Les 21 et 22 avril, en de multiples endroits autour de Gaza, Israël a ciblé et détruit des dizaines de véhicules de l’équipement lourd appartenant à la défense civile palestinienne.

 

Les 21 et 22 avril, en de multiples endroits autour de Gaza, Israël a ciblé et détruit des dizaines de véhicules de l'équipement lourd appartenant à la défense civile palestinienne.

 

Selon la municipalité de Jabaliya, dans le nord de Gaza, une frappe de l’aviation israélienne a détruit la totalité des neuf chargeuses sur pneus qui avaient été données et envoyées lors du cessez-le-feu de janvier, ainsi qu’un camion d’aspiration des eaux usées et un camion-citerne à eau d’une capacité de 5 mètres cubes.

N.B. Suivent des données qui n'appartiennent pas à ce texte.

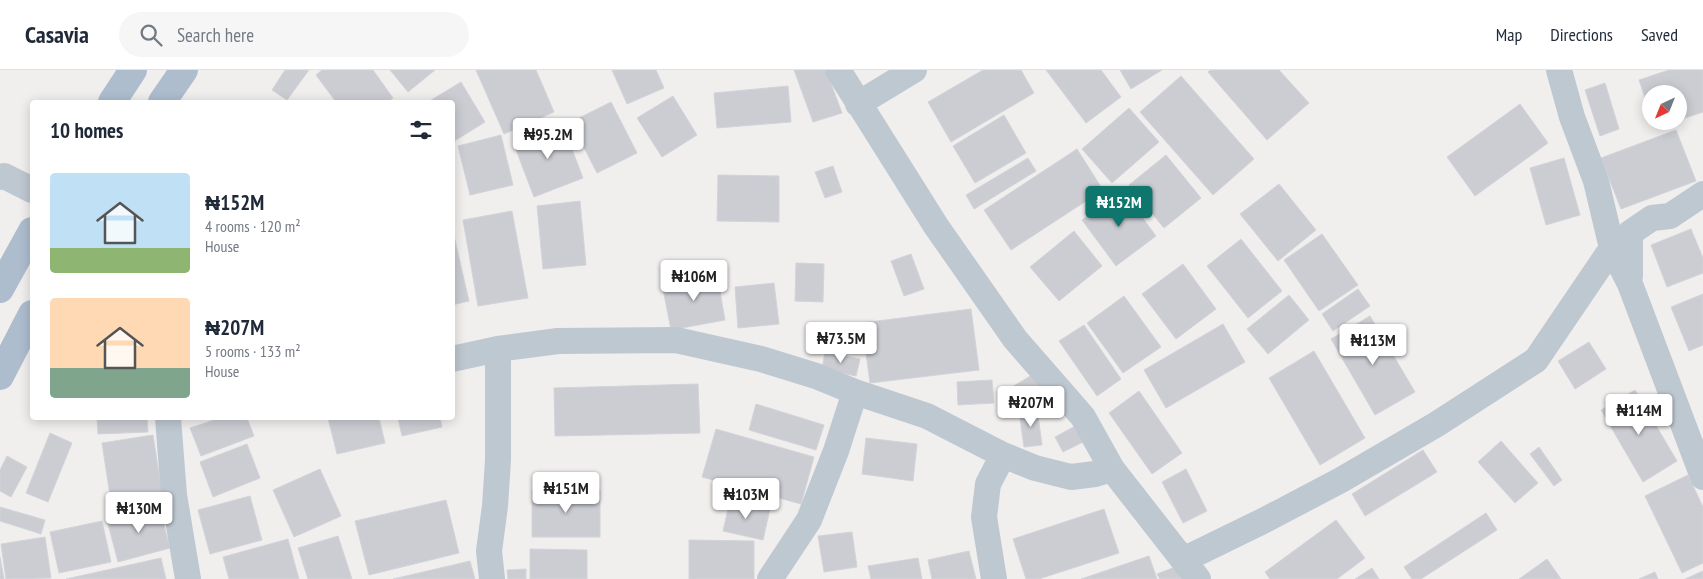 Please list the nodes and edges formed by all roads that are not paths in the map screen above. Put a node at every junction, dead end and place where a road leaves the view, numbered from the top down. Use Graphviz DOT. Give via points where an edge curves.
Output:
graph roads {
  1 [pos="133,70"];
  2 [pos="184,70"];
  3 [pos="838,70"];
  4 [pos="914,70"];
  5 [pos="1559,70"];
  6 [pos="113,100"];
  7 [pos="163,100"];
  8 [pos="858,104"];
  9 [pos="0,177"];
  10 [pos="30,189"];
  11 [pos="1703,194"];
  12 [pos="30,235"];
  13 [pos="1612,248"];
  14 [pos="1630,284"];
  15 [pos="0,289"];
  16 [pos="30,318"];
  17 [pos="498,349"];
  18 [pos="455,358"];
  19 [pos="0,376"];
  20 [pos="855,392"];
  21 [pos="168,420"];
  22 [pos="1003,455"];
  23 [pos="1112,469"];
  24 [pos="1703,477"];
  25 [pos="1190,569"];
  26 [pos="188,579"];
  27 [pos="492,579"];
  28 [pos="770,579"];
  29 [pos="994,579"];
  1 -- 6 [label="main road"];
  2 -- 7 [label="main road"];
  3 -- 8 [label="street"];
  4 -- 8 [label="street"];
  5 -- 13 [label="street" via="1572,117 1596,181"];
  8 -- 23 [label="street" via="936,226 1015,339 1083,417"];
  9 -- 10 [label="street"];
  11 -- 14 [label="street" via="1670,216 1652,218 1630,233"];
  12 -- 15 [label="main road"];
  13 -- 14 [label="street"];
  13 -- 25 [label="street" via="1536,360 1437,424 1263,521"];
  14 -- 24 [label="street"];
  16 -- 19 [label="main road"];
  17 -- 18 [label="street"];
  17 -- 20 [label="street" via="558,341 676,340 788,367"];
  17 -- 27 [label="street" via="498,460 489,551"];
  20 -- 22 [label="street" via="927,416"];
  20 -- 28 [label="street" via="809,520"];
  21 -- 26 [label="street" via="174,495"];
  22 -- 23 [label="street" via="1035,468 1071,476"];
  22 -- 29 [label="street" via="988,484 984,517"];
  23 -- 25 [label="street"];
}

En outre, un véhicule d’entretien de regard (trou d’homme), cinq véhicules de service, un chargeur Caterpillar de type 936, deux tracteurs, un camion compacteur à ordures, un camion-citerne de distribution solaire et un générateur mobile destiné au fonctionnement des puits d’eau ont tous subi des dégâts partiels, a ajouté la municipalité.

Tous ces services, y compris le dégagement des rues, l’enlèvement des déchets, l’entretien de l’égouttage et les services de l’eau ont été complètement suspendus, exacerbant ainsi la situation déjà pénible et augmentant le risque de maladie.

Le journaliste Abdalqader Sabbah a couvert ce qui s’est passé à Jabaliya et a fait remarquer que ces véhicules étaient également nécessaires pour dégager les victimes des décombres.

Il a déclaré qu’il s’agissait d’une autre façon encore pour Israël de tenter de démanteler tous les services humanitaires à l’intérieur de Gaza.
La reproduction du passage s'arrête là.